In other equation news: meet the egg. Ernie the Genie caught it at last!
Valeriy G. Narushin and Michael N. Romanov were "visiting"; Darren K. Griffin works at the University of Kent - as a geneticist. Hence, I think, why Griffin directed the research but took third billing as mathematician. The trio published at - where else - Annals of the New York Academy of Sciences. So much for the Royal Society.
I had thought we'd had this equation already - what's that "ovoid", then? - but no, the actual ovum is something else.
Just looking at it, I'd say what you need to do is photograph it from the side, draw the x axis through Bigendia and Littleendia, and figure out the y = f(x) function. Rotating f(x) around the x axis is the last step which any moron can look up on DuckDuckGo. But again, they didn't do that; they just added another function to the ovoid equation. (Not to the pyriform.)
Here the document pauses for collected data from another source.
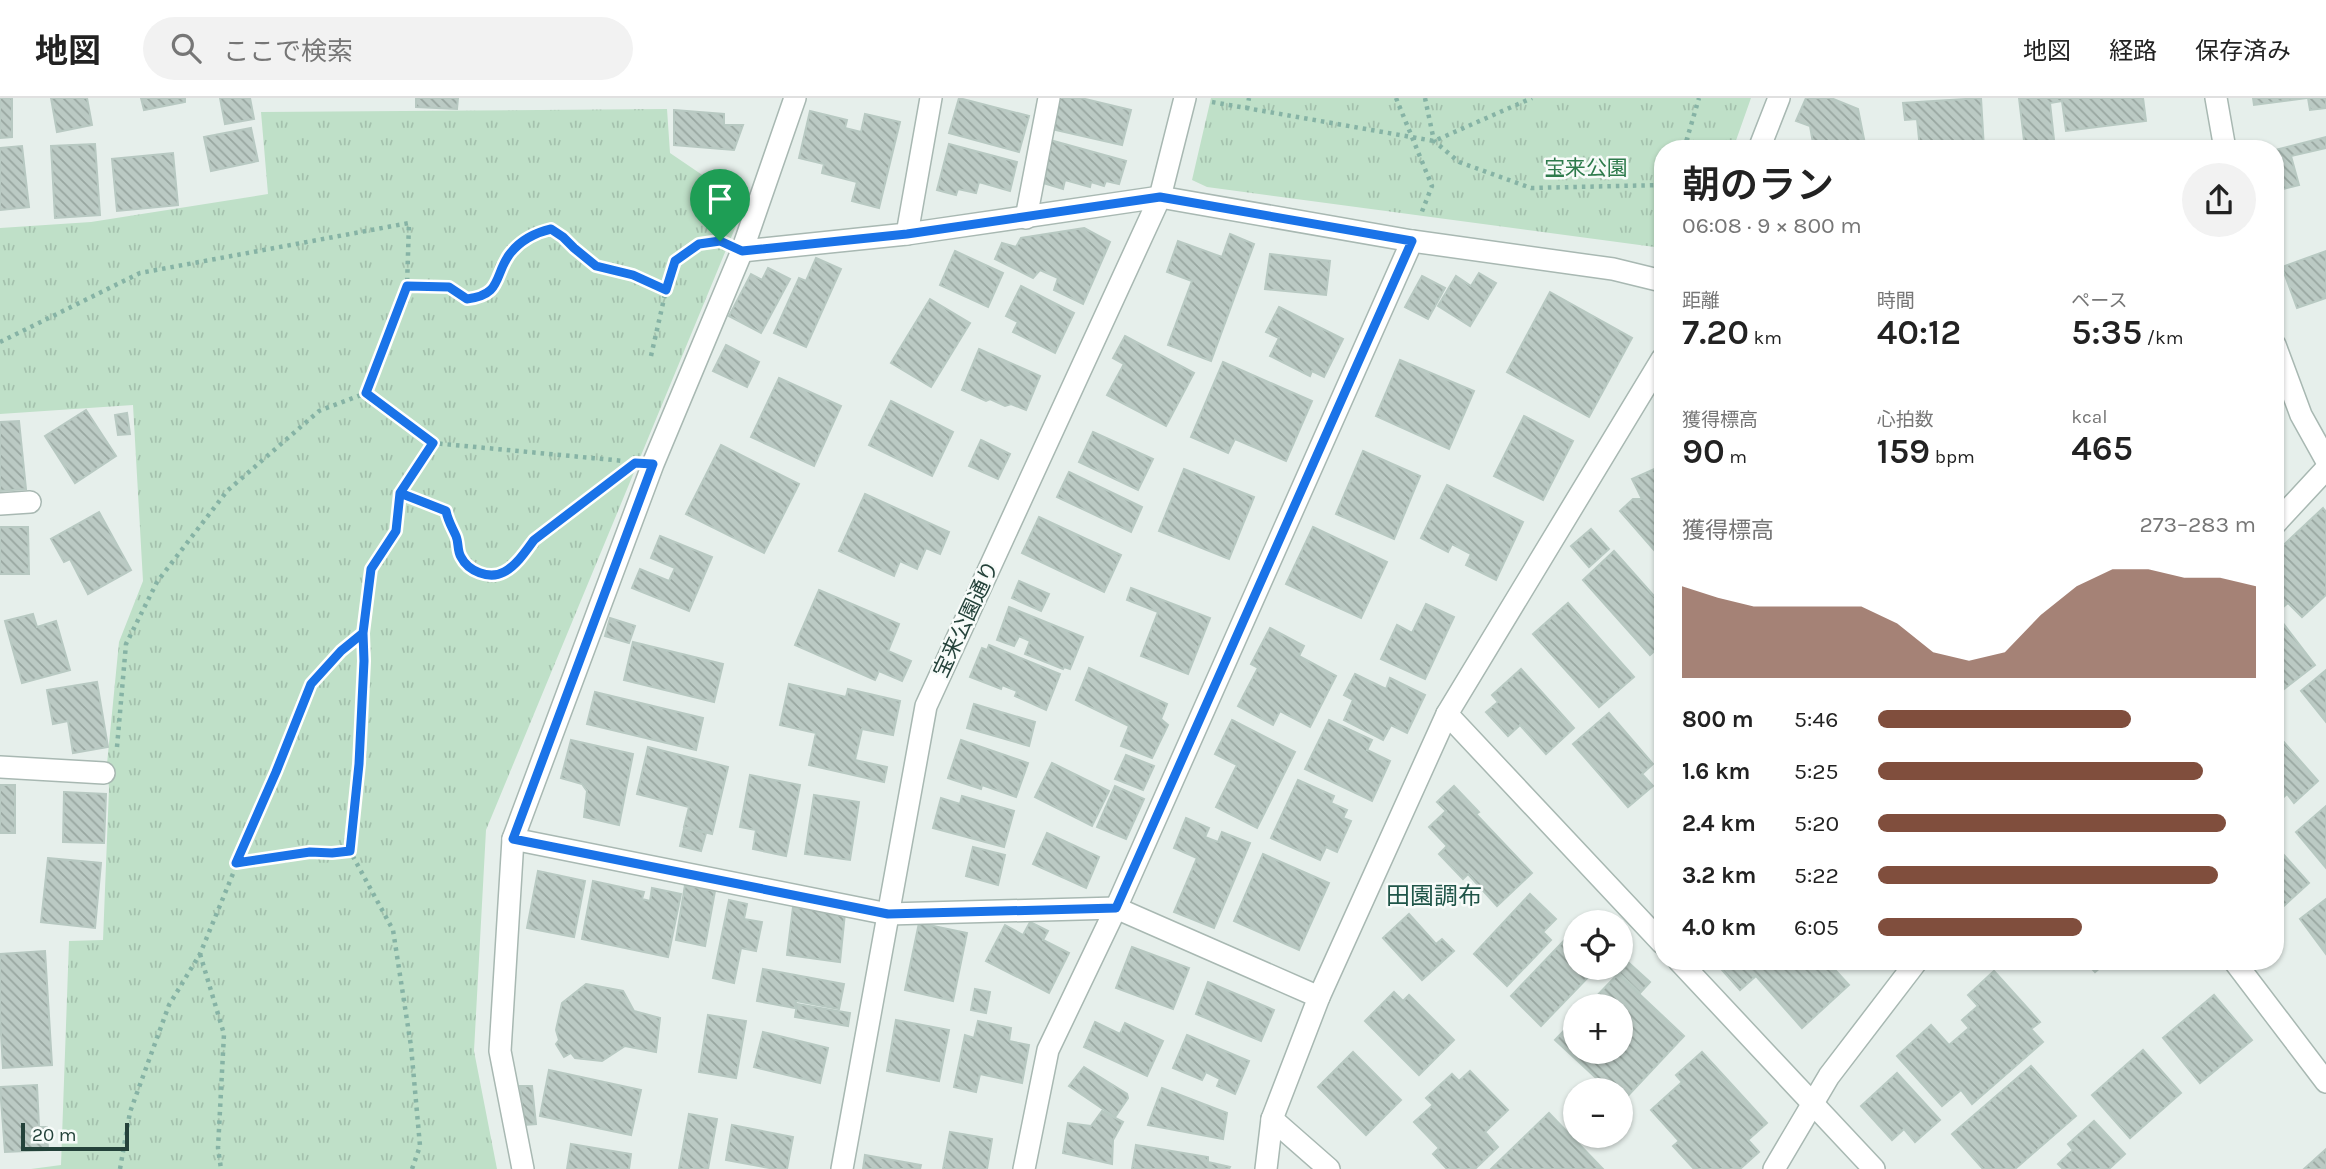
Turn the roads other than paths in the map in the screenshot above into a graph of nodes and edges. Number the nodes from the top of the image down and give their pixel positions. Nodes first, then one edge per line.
1 (795, 98) edge
2 (932, 98) edge
3 (1049, 98) edge
4 (1185, 98) edge
5 (1779, 98) edge
6 (2216, 98) edge
7 (1763, 140) edge
8 (2223, 140) edge
9 (1160, 197) junction
10 (1026, 218) junction
11 (907, 234) junction
12 (1412, 241) junction
13 (742, 251) junction
14 (1654, 279) edge
15 (2284, 369) edge
16 (1654, 372) edge
17 (2326, 460) edge
18 (2326, 469) edge
19 (30, 502) dead end
20 (0, 504) edge
21 (2284, 514) edge
22 (1447, 714) junction
23 (0, 767) edge
24 (104, 773) road end
25 (513, 839) junction
26 (1116, 908) junction
27 (888, 914) junction
28 (1654, 934) edge
29 (1687, 970) edge
30 (1910, 970) edge
31 (2241, 970) edge
32 (1319, 996) junction
33 (2326, 1082) edge
34 (1812, 1102) junction
35 (1272, 1119) junction
36 (523, 1169) edge
37 (842, 1169) edge
38 (1024, 1169) edge
39 (1266, 1169) edge
40 (1329, 1169) edge
41 (1774, 1169) edge
42 (1874, 1169) edge

1 - 13 street
2 - 11 street
3 - 10 street
4 - 9 street, 宝来公園通り
5 - 7 street
6 - 8 street
9 - 10 street
9 - 12 street
9 - 27 street, 宝来公園通り
10 - 11 street
11 - 13 street
12 - 14 street
12 - 26 street
13 - 25 street
15 - 17 street
16 - 22 street
18 - 21 street
19 - 20 street
22 - 28 street
22 - 32 street
23 - 24 street
25 - 27 street
25 - 36 street
26 - 27 street
26 - 32 street
26 - 38 street
27 - 37 street, 宝来公園通り
29 - 34 street
30 - 34 street
31 - 33 street
32 - 35 street
34 - 41 street
34 - 42 street
35 - 39 street
35 - 40 street

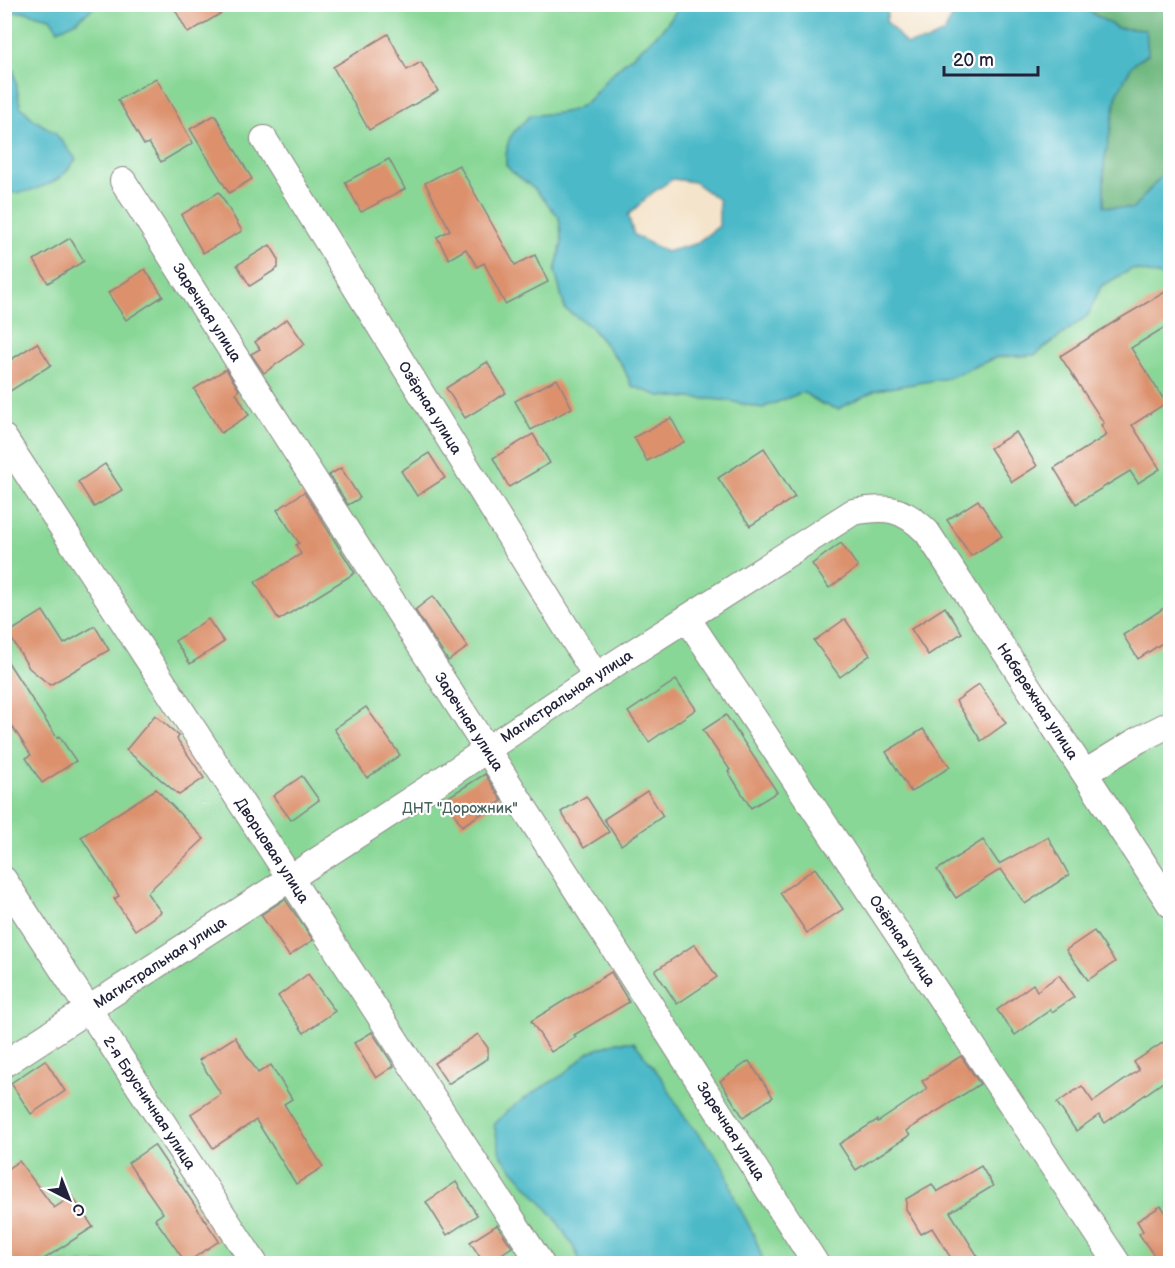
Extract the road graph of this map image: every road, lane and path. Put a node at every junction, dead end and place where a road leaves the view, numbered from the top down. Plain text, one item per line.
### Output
1 (264, 139) dead end
2 (123, 181) dead end
3 (4, 438) edge
4 (895, 510) joint
5 (687, 618) junction
6 (596, 676) junction
7 (1170, 724) edge
8 (486, 750) junction
9 (1085, 773) junction
10 (290, 877) junction
11 (4, 880) edge
12 (1170, 904) edge
13 (88, 1008) junction
14 (4, 1064) edge
15 (255, 1263) edge
16 (541, 1263) edge
17 (816, 1263) edge
18 (1118, 1263) edge

1 - 6 street, Озёрная улица
2 - 8 street, Заречная улица
3 - 10 street, Дворцовая улица
4 - 5 street, Магистральная улица
4 - 9 street, Набережная улица
5 - 6 street, Магистральная улица
5 - 18 street, Озёрная улица
6 - 8 street, Магистральная улица
7 - 9 street
8 - 10 street, Магистральная улица
8 - 17 street, Заречная улица
9 - 12 street, Набережная улица
10 - 13 street, Магистральная улица
10 - 16 street, Дворцовая улица
11 - 13 street, 2-я Брусничная улица
13 - 14 street, Магистральная улица
13 - 15 street, 2-я Брусничная улица

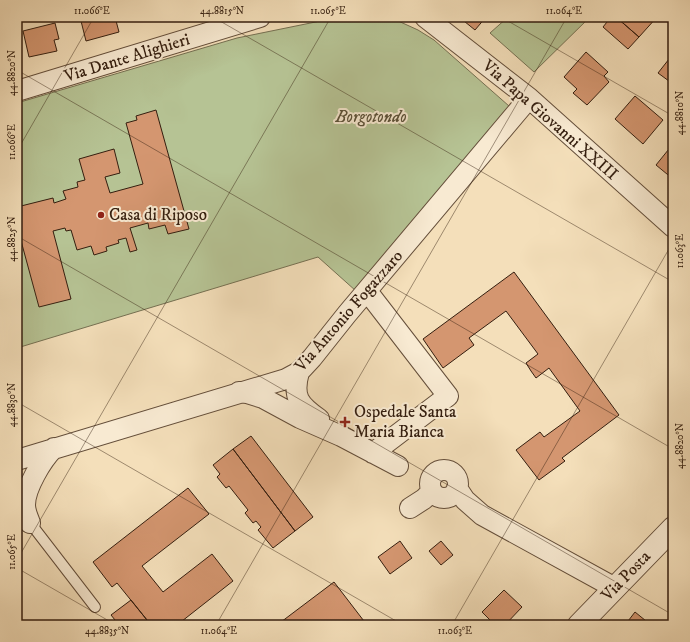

They say that different birds have slightly different f(x) so, I take it, they needed to get, er, cracking on whatever constants were feeding that function.
The Cantiacs note, obviously, that taking away processing-time means smarter storage and handling of eggs. But it also opens up, say, 3D-printing for whatever else you might need to schlep around in an egg form. Eggs are large enough to incubate a [payload], small enough to exit [a small aperture] in the most efficient way, not roll away once laid, structurally sound enough to bear weight
. They think thin walled vessels
as eggs should be stronger than spheres of the same shape. I am unsure about that in no-gravity, but I do wonder about an egg at the front of a rocket heading on up.
Which means this shape needs to be taught to geometry students, starting (I'd say) at A-Level / AP.